Bio: Milena Buchs’s research focuses on sustainable welfare and just transitions. She has published widely on the relationship between economic growth and welfare states, and the question of how welfare states can be transformed so that everyone’s needs can be achieved within planetary limits. Several of her publications also focus on the distributional and justice implications of climate policies and measures that improve their distributional outcomes.
On Wednesday, 26th April 2023, Assit.-Prof. Dr. Femke Roosma (Tilburg University) presented a lecture on “Between left and right: A discourse network analysis of Universal Basic Income on Dutch Twitter” (article link).
Bio: Femke Roosma’s research focusses on the legitimacy of social policies and welfare states. She studies multiple dimensions of support for the welfare state, solidarity and deservingness perceptions and support for universal basic income. Her research on basic income has appeared in leading journals in sociology and social policy.
On Wednesday, 3rd May 2023, Assist.-Prof. Dr. Pilar Gonalons-Pons (University of Pennsylvania) presented a lecture on “Exit, voice and loyalty in the family: findings from a basic income experiment” (article link).
Bio: Pilar Gonalons-Pons’s research examines how work, families, and public policies structure economic inequalities. Much of her work, published in leading international journals in sociology and social policy, is guided by the overall goal to develop a comprehensive understanding about the political economy and gendering of care and reproductive paid and unpaid work and its contribution to economic inequalities.
On Monday, 8th May 2023, Prof. Dr. Tim Vlandas (University of Oxford) presented a lecture on “The political economy of individual-level support for the basic income in Europe” (article link).
Bio: Tim Vlandas’s research interests are in comparative political economy with a particular focus on the determinants and consequences of social and economic policies. He has written several articles on basic income in leading international publications and in 2022 published Foreign States in Domestic Markets (Oxford University Press).
On Wednesday, 10th May 2023, Dr. Leire Rincón (Autonomous University of Barcelona) presented a lecture on “A Robin Hood for all: a conjoint experiment on support for basic income“ (article link).

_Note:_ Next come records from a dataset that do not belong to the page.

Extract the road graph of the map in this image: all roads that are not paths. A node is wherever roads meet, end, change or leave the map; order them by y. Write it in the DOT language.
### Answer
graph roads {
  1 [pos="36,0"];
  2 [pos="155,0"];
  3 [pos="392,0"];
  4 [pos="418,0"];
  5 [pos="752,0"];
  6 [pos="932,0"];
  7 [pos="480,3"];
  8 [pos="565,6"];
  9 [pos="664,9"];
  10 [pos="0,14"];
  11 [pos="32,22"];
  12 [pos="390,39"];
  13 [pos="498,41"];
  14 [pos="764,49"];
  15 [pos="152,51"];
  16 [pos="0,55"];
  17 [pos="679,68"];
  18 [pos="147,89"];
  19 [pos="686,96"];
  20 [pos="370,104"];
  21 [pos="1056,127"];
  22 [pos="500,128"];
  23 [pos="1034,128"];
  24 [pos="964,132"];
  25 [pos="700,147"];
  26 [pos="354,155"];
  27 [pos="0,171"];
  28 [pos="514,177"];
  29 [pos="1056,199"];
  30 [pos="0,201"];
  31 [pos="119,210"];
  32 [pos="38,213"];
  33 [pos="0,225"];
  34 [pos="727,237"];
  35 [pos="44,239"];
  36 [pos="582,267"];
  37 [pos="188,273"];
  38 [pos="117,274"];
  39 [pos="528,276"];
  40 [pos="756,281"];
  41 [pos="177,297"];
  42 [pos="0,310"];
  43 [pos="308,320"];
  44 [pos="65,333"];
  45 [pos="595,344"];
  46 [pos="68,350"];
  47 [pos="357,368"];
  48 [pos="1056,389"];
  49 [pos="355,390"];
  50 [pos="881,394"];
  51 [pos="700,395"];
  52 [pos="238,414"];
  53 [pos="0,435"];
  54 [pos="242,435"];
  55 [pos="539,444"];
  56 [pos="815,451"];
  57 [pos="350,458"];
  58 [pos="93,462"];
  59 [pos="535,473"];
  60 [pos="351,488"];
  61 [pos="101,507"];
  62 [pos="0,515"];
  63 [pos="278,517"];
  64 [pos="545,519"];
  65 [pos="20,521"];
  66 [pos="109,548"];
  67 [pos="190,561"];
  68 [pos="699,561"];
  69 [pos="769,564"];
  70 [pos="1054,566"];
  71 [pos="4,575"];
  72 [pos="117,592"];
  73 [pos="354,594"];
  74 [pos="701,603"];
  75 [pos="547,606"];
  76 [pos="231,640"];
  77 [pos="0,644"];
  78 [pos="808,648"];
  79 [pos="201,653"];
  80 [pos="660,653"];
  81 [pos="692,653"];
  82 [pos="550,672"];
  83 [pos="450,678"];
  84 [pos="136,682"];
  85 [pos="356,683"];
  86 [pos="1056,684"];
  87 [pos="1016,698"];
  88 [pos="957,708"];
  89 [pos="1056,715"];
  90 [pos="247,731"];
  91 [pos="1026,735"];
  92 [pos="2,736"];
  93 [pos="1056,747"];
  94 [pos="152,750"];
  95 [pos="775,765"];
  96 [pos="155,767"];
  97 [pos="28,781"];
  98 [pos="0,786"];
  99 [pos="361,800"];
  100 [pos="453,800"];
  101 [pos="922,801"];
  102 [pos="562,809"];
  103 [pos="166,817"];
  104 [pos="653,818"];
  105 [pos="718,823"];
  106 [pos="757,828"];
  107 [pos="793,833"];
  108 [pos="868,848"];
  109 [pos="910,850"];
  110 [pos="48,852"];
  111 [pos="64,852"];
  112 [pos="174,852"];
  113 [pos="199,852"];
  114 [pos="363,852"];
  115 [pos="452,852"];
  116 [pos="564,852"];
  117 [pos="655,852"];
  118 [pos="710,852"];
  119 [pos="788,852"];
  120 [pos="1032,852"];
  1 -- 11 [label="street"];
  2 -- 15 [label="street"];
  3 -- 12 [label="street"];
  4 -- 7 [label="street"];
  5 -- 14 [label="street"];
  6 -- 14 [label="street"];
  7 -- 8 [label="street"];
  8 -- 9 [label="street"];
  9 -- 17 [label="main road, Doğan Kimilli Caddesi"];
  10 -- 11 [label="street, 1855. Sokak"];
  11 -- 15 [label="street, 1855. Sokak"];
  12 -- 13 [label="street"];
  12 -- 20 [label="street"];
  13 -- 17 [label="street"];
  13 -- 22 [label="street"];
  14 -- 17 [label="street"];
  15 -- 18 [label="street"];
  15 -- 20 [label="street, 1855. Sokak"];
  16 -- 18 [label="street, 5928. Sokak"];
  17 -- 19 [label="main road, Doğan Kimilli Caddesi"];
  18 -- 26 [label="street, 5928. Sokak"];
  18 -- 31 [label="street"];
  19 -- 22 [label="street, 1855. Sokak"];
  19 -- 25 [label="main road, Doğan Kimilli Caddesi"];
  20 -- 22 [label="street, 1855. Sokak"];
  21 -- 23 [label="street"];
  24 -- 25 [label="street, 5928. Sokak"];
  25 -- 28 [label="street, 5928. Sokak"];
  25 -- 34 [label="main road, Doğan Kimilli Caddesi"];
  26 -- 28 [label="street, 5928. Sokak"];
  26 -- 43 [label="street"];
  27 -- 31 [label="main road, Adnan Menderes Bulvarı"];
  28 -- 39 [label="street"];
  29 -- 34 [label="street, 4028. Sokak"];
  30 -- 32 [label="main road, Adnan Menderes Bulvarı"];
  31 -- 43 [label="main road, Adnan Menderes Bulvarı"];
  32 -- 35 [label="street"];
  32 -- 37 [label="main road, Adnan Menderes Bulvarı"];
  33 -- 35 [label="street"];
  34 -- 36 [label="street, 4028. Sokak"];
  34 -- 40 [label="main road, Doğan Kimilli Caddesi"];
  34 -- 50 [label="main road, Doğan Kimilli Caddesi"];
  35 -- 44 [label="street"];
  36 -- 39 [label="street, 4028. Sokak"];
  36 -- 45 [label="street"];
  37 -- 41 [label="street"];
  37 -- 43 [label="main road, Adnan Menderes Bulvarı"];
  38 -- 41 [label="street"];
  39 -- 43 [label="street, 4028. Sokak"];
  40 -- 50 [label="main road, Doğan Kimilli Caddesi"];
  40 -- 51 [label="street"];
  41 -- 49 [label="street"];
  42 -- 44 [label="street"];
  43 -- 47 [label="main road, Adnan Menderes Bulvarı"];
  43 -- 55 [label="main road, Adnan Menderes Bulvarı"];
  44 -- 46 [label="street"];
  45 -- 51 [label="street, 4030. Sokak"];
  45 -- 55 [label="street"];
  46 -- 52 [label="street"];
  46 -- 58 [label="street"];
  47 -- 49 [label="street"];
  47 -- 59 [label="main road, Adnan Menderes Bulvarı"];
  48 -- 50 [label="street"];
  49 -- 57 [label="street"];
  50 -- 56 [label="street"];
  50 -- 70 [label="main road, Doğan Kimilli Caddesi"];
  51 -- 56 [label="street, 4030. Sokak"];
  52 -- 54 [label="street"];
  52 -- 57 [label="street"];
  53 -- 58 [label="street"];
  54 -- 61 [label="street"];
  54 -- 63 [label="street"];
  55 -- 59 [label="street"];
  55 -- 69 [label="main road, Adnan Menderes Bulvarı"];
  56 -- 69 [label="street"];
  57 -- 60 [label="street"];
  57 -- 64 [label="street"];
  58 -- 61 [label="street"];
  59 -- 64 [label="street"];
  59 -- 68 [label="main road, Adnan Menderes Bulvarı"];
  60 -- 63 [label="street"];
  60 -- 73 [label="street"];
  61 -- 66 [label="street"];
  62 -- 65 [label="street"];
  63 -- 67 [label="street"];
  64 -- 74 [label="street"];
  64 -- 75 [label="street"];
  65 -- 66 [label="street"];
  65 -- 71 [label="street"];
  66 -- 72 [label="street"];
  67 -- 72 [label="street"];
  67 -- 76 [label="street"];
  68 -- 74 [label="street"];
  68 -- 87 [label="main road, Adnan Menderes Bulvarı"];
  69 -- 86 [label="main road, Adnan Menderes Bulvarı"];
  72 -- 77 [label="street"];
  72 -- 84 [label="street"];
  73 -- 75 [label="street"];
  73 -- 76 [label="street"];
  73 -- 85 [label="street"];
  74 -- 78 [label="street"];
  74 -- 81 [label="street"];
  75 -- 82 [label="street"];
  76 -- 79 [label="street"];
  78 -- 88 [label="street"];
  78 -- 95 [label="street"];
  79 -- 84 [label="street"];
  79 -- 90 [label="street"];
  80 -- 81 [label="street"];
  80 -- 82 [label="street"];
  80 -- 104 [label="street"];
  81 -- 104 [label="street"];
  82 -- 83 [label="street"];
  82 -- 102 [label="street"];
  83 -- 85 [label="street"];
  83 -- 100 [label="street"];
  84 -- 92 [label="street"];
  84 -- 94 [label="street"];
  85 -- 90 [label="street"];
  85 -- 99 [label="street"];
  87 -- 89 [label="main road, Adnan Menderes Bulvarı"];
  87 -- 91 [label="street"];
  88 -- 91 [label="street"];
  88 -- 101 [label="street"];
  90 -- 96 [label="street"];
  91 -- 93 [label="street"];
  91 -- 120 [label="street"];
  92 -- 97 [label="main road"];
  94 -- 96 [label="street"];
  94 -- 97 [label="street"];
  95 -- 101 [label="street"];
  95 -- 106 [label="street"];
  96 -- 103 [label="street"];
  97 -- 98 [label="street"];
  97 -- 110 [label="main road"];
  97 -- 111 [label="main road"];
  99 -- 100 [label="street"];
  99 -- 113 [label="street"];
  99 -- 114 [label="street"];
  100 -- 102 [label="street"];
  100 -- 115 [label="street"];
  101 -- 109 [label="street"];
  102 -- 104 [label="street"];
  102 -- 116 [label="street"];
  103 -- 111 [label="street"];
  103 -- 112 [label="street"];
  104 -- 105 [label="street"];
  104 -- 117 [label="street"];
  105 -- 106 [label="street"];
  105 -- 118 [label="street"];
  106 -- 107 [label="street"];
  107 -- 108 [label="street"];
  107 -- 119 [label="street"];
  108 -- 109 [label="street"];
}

Bio: Leire Rincón recently completed a PhD in Political Science at the University of Barcelona and the Institut Barcelona d’Estudis Internacionals (IBEI), in which she looked at preferences for universal basic income and competing policy alternatives in comparative perspective. She has published several articles in leading policy journals examining public support for basic income. In addition to public opinion and political behaviour in relation to welfare policies and redistributive politics, in her recent research she also studies different aspects of gender-based violence.